1. Don’t work for free. Your time is worth something. If you don’t respect your own worth, nobody will. This isn’t to say you shouldn’t work for something other than money–but if you’re working for “exposure,” you’d better have a damn good idea of what exposure you’re working for and how it’s going to materially affect your ability to produce what you want to be paid for. Getting trapped into working for “contacts” or “exposure” can have huge, nasty effects on your energy level (they call it burnout for a reason) and on your creative life. You need energy to produce/create; giving that energy away doesn’t help you. When people get things from you for free, they don’t tend to value them as much; and there’s the nasty cold hard fact that once you’re used up and no longer provide the free services, chances are you’ll be tossed aside like refuse. Or the equally nasty cold hard fact that people who arrange things to get stuff from you for free quickly come to believe they are entitled to said things from you. (See: Sick systems.)
But Lili, I hear you whine, like the rusty gates of hell, you do stuff for free for your chiiiiildren and your friiiiends! Yes, I do. But when we’re talking about the living I make in order to pay my mortgage, feed my kids, and spoil my friends damn rotten, it’s a different situation. Don’t throw that red herring across the trail. Look, your work is worth the time and effort you put into it. Do some math and figure out what those things people ask you to give away cost you. At some points in your career, taking a loss on that might be a good idea. Be sure you’re doing it wittingly, though, and not because you feel like you can just break in if you network hard enough. All that networking and doing stuff for free means less time honing your craft with writing, and the name of this game is to produce enough solid writing to get consistently paid for it.
2. Do some math. Yeah, I know. Creative types aren’t supposed to care about math, are they? They’re supposed to live in some floaty golden castle where they never have to balance a checkbook or eyeball a royalty statement. Right?
*waits for the laughter to die down*
Look, I hate math. It’s my Kryptonite. I cringe every time I open my accounting software, and royalty statements are a version of personal hell. But I still do it, on a schedule, for one simple reason: You can lose track of the ways your life can be royally screwed up if you don’t. Start practicing financial discipline, because (here’s a clue) writers don’t get paid regularly. Oh, yeah, you get your advances and royalties.

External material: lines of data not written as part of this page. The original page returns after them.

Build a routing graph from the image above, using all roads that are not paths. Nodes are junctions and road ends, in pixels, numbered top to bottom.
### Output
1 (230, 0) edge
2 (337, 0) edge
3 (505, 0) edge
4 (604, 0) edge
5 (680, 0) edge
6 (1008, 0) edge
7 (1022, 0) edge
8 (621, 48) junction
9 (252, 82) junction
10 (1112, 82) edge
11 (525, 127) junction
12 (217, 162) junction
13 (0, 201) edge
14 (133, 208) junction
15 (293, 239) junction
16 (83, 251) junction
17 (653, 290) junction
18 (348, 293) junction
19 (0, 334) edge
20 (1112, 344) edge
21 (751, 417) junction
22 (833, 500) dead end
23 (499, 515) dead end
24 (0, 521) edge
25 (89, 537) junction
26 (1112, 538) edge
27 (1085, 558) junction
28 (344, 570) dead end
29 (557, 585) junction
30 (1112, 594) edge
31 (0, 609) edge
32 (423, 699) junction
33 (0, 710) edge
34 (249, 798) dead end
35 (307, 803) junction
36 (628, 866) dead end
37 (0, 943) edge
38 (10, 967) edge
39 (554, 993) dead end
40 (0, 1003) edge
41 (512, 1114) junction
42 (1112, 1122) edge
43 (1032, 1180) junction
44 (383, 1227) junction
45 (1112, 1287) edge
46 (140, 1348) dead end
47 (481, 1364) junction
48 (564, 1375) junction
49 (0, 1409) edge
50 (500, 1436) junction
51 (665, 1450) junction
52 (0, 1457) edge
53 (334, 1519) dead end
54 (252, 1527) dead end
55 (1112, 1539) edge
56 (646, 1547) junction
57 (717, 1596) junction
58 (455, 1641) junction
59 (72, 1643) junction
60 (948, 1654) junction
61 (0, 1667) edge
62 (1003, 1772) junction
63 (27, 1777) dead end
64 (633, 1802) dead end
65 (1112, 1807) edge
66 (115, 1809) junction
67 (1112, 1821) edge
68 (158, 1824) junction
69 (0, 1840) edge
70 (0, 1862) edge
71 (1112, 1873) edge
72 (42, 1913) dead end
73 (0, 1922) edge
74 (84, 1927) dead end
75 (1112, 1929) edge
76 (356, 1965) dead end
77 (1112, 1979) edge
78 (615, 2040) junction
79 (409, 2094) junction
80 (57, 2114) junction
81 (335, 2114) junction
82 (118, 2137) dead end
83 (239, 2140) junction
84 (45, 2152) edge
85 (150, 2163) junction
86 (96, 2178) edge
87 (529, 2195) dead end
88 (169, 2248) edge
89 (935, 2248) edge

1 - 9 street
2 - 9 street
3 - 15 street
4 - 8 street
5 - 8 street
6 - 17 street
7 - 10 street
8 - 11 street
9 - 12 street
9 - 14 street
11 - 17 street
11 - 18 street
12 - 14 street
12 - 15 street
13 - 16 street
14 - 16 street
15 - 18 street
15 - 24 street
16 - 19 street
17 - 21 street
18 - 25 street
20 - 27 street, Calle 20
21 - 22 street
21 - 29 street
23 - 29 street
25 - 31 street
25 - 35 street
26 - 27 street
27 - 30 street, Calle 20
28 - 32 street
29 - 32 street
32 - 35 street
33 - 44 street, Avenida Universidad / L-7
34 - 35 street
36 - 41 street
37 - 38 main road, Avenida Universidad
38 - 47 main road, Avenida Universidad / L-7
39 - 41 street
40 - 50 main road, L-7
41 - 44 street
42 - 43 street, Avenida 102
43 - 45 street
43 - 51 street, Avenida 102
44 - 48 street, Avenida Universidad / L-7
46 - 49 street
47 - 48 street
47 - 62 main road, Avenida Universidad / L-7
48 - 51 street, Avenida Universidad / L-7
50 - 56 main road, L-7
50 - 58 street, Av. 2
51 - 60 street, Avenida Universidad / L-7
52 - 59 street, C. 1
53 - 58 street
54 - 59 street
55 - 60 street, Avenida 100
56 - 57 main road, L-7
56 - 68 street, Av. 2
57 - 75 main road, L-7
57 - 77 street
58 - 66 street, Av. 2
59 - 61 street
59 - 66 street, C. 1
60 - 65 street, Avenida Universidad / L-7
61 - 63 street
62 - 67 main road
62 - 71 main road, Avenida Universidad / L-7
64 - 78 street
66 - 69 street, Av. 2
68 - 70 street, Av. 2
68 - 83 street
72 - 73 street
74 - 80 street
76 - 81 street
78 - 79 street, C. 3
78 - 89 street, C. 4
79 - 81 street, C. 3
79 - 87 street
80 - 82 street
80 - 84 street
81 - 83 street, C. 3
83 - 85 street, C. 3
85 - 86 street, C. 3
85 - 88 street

But royalties can come quarterly, or biannually, or (sometimes, in some cases) monthly except for when they fall below the price of a latte. And royalties vary widely–they depend on sales that you have absolutely no control over. They can be a delicious surprise or a crushing disappointment. And advances are great, yes–but contracts (which you sign before you get the damn advance) can take a glacially long time to get to you. Basically, your income may fluctuate wildly, but your landlord/mortgage company and your utilities do not look kindly upon you offering them a similar deal. (They get cranky.) Take a business or life-skills class if you have to. Get comfortable with the idea that money is your friend and you need to have an okay relationship with it in order to do the thing you want to do–eat enough to be able to write.
3. Hire if you gotta. If you’re self-publishing, spend decent money for a decent editor. (Not to mention graphic design for your cover and copyediting…) Quality control is worth paying for so your name doesn’t get associated with shoddy, slipshod work. This is, incidentally, the cost a publisher would take on to produce a product they expect to make some money on. You don’t want to be associated with a bloated, error-filled piece of trash. And expecting to be one of the (admittedly lucrative) bloated pieces of trash that strikes it huge is like counting on the lottery for retirement. It’s stupid, and you’re not stupid. You’re a dedicated wordslinging monkey, and you will take your lumps and take no prisoners.
*clears throat* Ahem. Sorry. Got carried away there. The point is, hire if you have to. The chances of you being a great graphic designer AND editor AND copyeditor WITH time to burn to make it cost-effective for you to do all those things for yourself are incredibly miniscule. It is not cheaper to do a halfass job and hope nobody notices. Your readers–and the IRS–will notice.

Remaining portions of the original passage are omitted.